Records drawn from a dataset:
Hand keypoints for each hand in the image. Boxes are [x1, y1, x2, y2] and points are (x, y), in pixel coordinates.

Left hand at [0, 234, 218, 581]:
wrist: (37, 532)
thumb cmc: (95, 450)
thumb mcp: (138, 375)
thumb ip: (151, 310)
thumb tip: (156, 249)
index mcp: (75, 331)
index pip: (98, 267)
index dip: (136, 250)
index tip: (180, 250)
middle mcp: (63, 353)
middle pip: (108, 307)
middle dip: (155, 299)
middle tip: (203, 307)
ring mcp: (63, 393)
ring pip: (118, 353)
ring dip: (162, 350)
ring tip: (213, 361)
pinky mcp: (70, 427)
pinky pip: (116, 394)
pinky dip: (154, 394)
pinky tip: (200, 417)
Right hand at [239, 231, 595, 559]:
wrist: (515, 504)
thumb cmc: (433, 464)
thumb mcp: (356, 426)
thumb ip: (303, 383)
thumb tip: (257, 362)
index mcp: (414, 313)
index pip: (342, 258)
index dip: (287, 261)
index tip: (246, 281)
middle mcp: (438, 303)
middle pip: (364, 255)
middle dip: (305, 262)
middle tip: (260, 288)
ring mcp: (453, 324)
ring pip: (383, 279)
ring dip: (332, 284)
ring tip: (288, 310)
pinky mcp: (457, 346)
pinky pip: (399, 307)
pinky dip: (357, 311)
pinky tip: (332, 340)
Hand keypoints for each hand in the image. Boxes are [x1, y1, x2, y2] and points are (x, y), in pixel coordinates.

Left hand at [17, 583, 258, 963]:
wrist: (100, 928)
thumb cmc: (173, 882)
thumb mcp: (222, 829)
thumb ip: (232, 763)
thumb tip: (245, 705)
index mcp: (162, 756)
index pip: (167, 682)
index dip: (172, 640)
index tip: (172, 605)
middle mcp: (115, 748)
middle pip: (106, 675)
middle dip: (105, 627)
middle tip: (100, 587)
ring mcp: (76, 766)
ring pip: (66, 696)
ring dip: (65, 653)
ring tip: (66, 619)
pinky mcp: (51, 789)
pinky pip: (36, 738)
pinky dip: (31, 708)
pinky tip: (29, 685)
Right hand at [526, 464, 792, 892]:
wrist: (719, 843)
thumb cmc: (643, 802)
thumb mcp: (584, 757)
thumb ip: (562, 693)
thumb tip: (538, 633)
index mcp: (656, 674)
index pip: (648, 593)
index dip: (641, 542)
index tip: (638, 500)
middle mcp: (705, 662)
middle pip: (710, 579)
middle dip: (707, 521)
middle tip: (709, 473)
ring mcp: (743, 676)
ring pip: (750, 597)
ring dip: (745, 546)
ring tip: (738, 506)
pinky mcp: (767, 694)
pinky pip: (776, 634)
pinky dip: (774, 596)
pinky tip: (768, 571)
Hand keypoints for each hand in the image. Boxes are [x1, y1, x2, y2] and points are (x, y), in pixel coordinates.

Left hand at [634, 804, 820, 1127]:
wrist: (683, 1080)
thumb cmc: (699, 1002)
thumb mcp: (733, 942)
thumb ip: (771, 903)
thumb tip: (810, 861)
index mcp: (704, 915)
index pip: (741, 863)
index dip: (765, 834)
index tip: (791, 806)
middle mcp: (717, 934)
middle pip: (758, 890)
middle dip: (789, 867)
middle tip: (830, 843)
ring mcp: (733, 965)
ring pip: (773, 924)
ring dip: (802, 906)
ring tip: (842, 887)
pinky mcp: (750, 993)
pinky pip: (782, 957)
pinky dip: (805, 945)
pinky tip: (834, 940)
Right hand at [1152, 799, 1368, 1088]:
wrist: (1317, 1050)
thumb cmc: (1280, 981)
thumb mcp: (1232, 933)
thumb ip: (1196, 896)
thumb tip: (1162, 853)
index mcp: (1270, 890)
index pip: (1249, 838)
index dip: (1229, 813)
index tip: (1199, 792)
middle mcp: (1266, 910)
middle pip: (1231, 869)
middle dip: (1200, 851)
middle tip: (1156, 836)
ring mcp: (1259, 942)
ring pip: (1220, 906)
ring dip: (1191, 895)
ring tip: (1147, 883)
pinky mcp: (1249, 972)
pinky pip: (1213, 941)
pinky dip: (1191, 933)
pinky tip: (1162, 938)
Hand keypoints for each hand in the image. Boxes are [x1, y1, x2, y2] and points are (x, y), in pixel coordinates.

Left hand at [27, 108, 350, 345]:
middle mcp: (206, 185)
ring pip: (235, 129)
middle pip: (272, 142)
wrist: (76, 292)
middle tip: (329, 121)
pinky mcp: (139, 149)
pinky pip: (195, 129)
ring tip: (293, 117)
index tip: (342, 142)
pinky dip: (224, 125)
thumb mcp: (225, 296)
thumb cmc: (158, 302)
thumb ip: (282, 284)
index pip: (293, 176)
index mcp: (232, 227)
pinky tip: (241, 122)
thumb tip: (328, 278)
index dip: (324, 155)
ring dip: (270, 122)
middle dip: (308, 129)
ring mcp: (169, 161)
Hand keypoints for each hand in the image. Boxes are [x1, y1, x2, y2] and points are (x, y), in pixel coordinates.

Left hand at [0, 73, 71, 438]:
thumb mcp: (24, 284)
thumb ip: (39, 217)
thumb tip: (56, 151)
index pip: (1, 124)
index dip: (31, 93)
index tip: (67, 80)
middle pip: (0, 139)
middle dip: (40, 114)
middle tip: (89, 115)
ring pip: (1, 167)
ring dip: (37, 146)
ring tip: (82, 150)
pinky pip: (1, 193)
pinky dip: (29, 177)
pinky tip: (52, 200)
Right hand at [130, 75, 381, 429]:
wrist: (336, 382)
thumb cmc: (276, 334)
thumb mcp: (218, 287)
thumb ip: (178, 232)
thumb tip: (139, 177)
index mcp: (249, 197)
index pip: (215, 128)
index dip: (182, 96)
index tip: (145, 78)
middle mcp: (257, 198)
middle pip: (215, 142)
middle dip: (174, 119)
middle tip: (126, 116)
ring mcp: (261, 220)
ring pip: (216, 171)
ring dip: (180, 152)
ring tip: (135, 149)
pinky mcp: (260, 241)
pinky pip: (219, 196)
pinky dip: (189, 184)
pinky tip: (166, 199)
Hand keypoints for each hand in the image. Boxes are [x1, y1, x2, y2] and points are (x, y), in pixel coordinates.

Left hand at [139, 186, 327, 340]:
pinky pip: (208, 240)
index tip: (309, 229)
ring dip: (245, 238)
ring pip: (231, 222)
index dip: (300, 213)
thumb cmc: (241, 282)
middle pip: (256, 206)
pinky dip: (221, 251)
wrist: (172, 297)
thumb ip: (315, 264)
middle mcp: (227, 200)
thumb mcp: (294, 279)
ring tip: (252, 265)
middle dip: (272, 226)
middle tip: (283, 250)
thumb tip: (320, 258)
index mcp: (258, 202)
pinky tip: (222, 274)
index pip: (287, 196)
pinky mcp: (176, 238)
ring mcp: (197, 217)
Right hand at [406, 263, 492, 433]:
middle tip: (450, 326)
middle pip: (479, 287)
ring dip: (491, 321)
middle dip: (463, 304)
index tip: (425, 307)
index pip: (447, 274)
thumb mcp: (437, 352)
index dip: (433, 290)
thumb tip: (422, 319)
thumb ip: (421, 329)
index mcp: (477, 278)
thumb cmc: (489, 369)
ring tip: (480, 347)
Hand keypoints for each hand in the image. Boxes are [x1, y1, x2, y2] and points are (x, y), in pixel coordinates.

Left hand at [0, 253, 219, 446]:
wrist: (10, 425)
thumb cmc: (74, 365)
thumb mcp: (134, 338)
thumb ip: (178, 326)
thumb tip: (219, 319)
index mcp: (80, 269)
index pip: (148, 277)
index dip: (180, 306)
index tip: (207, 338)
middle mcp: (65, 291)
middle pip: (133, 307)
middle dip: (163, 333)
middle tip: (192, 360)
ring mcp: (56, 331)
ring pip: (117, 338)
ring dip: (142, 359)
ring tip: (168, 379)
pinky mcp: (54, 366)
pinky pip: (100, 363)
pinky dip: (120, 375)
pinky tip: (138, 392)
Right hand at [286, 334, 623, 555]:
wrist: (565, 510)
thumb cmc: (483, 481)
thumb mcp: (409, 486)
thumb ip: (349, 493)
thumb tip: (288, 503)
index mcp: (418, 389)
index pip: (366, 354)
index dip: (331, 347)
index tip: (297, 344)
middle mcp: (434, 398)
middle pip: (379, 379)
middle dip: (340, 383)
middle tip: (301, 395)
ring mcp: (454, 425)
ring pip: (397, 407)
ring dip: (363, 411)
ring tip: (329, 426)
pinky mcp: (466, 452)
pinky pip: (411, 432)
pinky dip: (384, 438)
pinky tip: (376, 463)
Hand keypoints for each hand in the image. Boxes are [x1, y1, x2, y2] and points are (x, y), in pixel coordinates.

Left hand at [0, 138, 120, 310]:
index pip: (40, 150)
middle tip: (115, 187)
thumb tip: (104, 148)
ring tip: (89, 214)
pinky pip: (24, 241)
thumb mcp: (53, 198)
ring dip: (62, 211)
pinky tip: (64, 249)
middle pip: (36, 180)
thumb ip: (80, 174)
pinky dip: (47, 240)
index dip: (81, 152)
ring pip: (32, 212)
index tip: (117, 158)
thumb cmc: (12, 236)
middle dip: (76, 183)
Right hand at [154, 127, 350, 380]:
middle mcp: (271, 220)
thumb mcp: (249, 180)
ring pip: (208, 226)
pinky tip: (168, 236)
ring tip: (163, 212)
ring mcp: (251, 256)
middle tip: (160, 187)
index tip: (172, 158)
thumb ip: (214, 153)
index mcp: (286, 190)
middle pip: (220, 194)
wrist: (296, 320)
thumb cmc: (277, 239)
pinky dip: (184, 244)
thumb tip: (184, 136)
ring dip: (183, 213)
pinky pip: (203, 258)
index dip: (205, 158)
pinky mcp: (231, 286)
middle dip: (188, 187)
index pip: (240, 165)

## EXERCISE OBJECTIVE:
Above are the records; print exactly the lines from the line with "index tip: (309, 229)" to the line with "pinky tip: (222, 274)", including both, and nothing else.

## PROBLEM SOLUTION:
index tip: (309, 229)
ring dip: (245, 238)
ring pip: (231, 222)
index dip: (300, 213)
thumb cmc: (241, 282)
middle pip: (256, 206)
pinky dip: (221, 251)
wrist: (172, 297)
thumb ip: (315, 264)
middle mcp: (227, 200)
thumb mcp: (294, 279)
ring tip: (252, 265)
middle dip: (272, 226)
middle tip: (283, 250)
thumb tip: (320, 258)
index mcp: (258, 202)
pinky tip: (222, 274)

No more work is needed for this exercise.